The MLA in question is S R Vishwanath whose son now serves on the SBWL.
The New Indian Express also reported that the proposal was discussed during a meeting of the Bangalore Development Authority (BDA). The guideline value, the minimum value of a property as fixed by the government, for an acre of residential land in Hesaraghatta is around Rs 10 crore.
The minutes of the meeting reveal that while Alok Vishwanath took a leave of absence from the meeting, his father was present. The senior Vishwanath argued against the proposal stating “shortage of government land for several developmental activities that are required for a city like Bangalore”.
Accusing the government of allowing “nepotism” and the dilution of “public interest” in this particular instance of decision-making by the SBWL, former NWBL member Bharghav said lobbying for positions and irresponsible recommendations were “a major malaise” in the environment and wildlife advisory system today.
M K Ranjitsinh, former member of the NBWL and the Madhya Pradesh SBWL agreed. “Sifarish [recommendation] is a very common ailment because pliability is what they look for. They want ‘yes men’ [for clearing projects].”
In May 2021, responding to a petition by Vijay Nishanth—a member of the Bruhat Bengaluru Mahanagara Palike (BBMP) biodiversity committee—the Karnataka high court ordered the state government to not alter the nature of land at Hesaraghatta in any manner.
How Govt Misuses Gaps In The Law
Both the WLPA and the Karnataka SBWL Rules 2006 are silent on the exact procedure to be followed for appointments to the SBWL.

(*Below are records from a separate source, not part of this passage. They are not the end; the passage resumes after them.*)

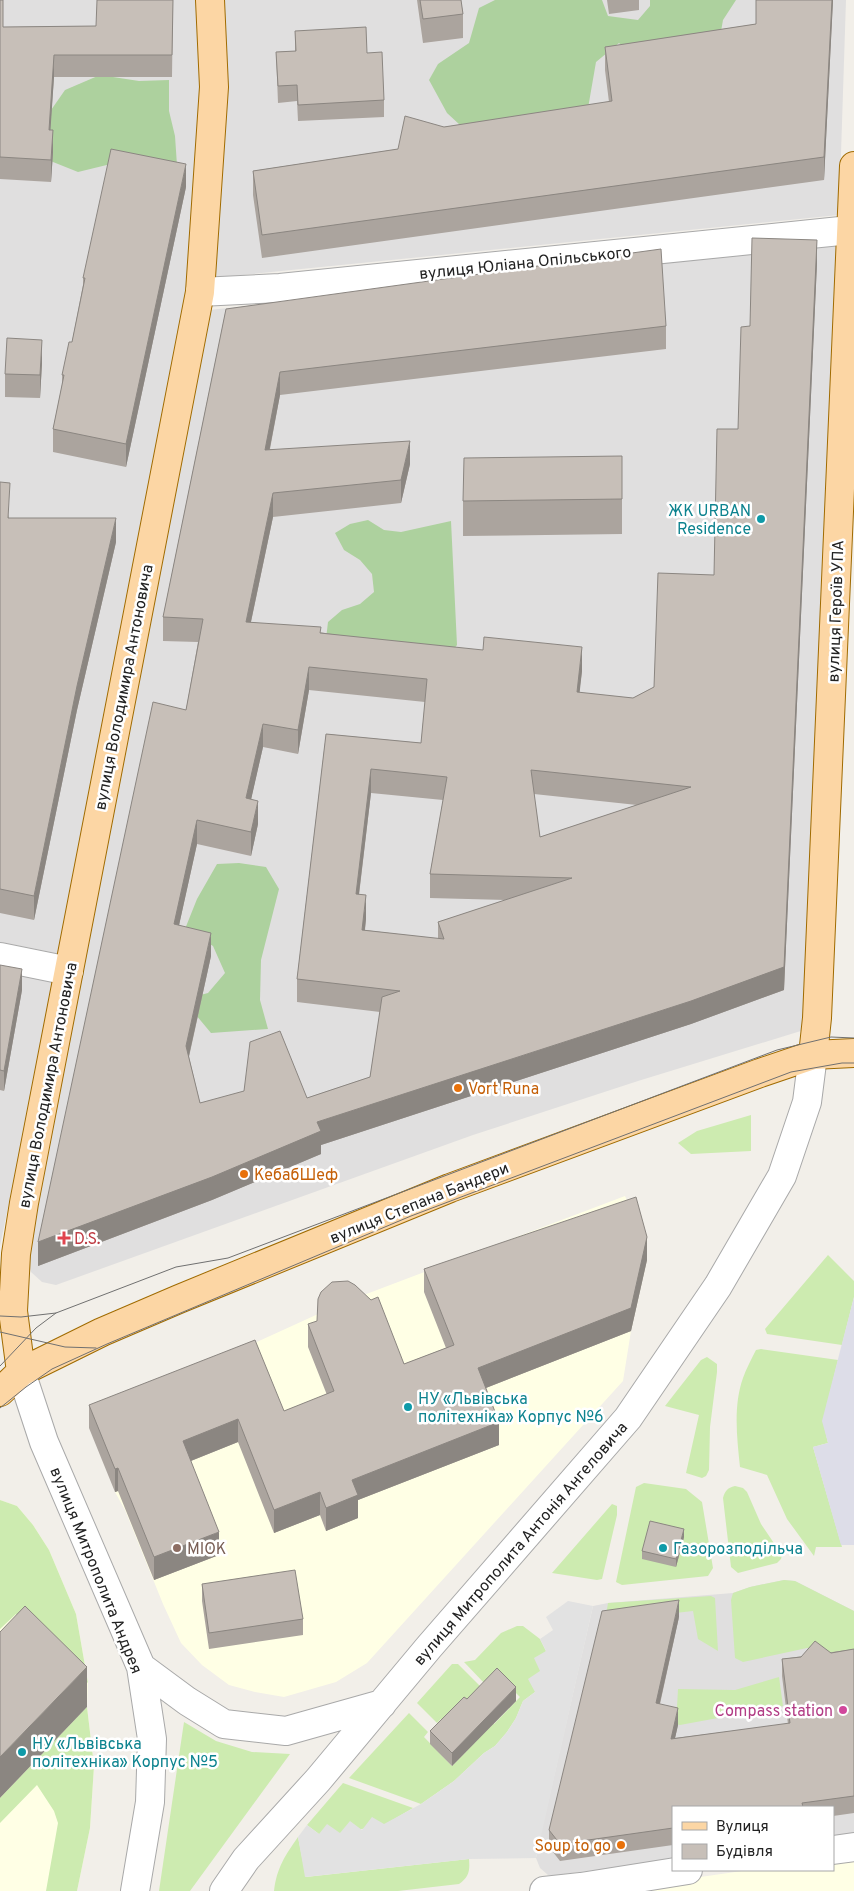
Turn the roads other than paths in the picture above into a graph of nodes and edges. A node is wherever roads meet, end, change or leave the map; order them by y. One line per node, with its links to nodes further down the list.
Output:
1 (210, 0): 4 (main road, вулиця Володимира Антоновича)
2 (854, 166): 3 (main road, вулиця Героїв УПА)
3 (850, 230): 4 (street, вулиця Юліана Опільського); 8 (main road, вулиця Героїв УПА)
4 (200, 292): 6 (main road, вулиця Володимира Антоновича)
5 (0, 957): 6 (street)
6 (69, 971): 10 (main road, вулиця Володимира Антоновича)
7 (854, 1053): 8 (main road, вулиця Степана Бандери)
8 (813, 1055): 10 (main road, вулиця Степана Бандери); 13 (street, вулиця Митрополита Антонія Ангеловича)
9 (0, 1347): 10 (main road)
10 (21, 1372): 11 (main road, вулиця Степана Бандери); 12 (street, вулиця Митрополита Андрея)
11 (0, 1392)
12 (141, 1668): 13 (street); 17 (street, вулиця Митрополита Андрея)
13 (382, 1704): 18 (street, вулиця Митрополита Антонія Ангеловича)
14 (854, 1847): 15 (street)
15 (834, 1850)
16 (682, 1871): 19 (street)
17 (135, 1891)
18 (224, 1891)
19 (544, 1891)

A common practice followed across the country is that the forest department prepares a list of names it would like to recommend to the SBWL, which the state government then evaluates.
Vijaykumar Gogi, principal chief conservator of forests (wildlife) or PCCF-WL of the Karnataka forest department declined comment on how appointments were made to the current SBWL because he took office after it was constituted.
The PCCF-WL serves as member secretary of the SBWL.
Gogi did confirm to Article 14 that his predecessor had recommended seven names, of which the state government appointed three: Hoover, Vinodkumar Naik and Malleshappa.
Since the WLPA and Karnataka SBWL Rules do not define expertise, and because the process is based on nominations, “the political establishment has huge discretionary powers which can be abused”, said Madhusudan.
“In a sense, appointments to wildlife boards—state or even national—have always been political because the final selection is usually done on the advice of the environment minister, or even at the chief minister or prime minister’s level,” said Bindra.
But, she added, it was a “ground-up process” via the forest bureaucracy and those who were appointed had “some standing, independence and expertise.”
For instance, chief wildlife wardens in the forest department made recommendations based on discussions with various divisional forest officers, conservationists and other experts. There have been instances when chief wildlife wardens resisted the nomination recommended by the chief minister.
“But increasingly, pliability seems like the criteria,” Bindra said. “With members with no conservation background, even the figleaf of compliance with requirements of the law is missing.”
The larger issue that required addressing, said experts, was political patronage.
Bringing transparency and public scrutiny to the process of selection of members is one potential route to resist political appointments, said Madhusudan.
If deliberations concerning the selection of wildlife board members or even rejection of recommendations of the forest department by the government are recorded in writing and made publicly available, along with members’ resumes, it would make the process open to public accountability, said Madhusudhan.
To avoid “regressions” like conflict of interest, he said, a simple nomination form that contains past experience and declarations of conflict of interest (if any) would further strengthen accountability.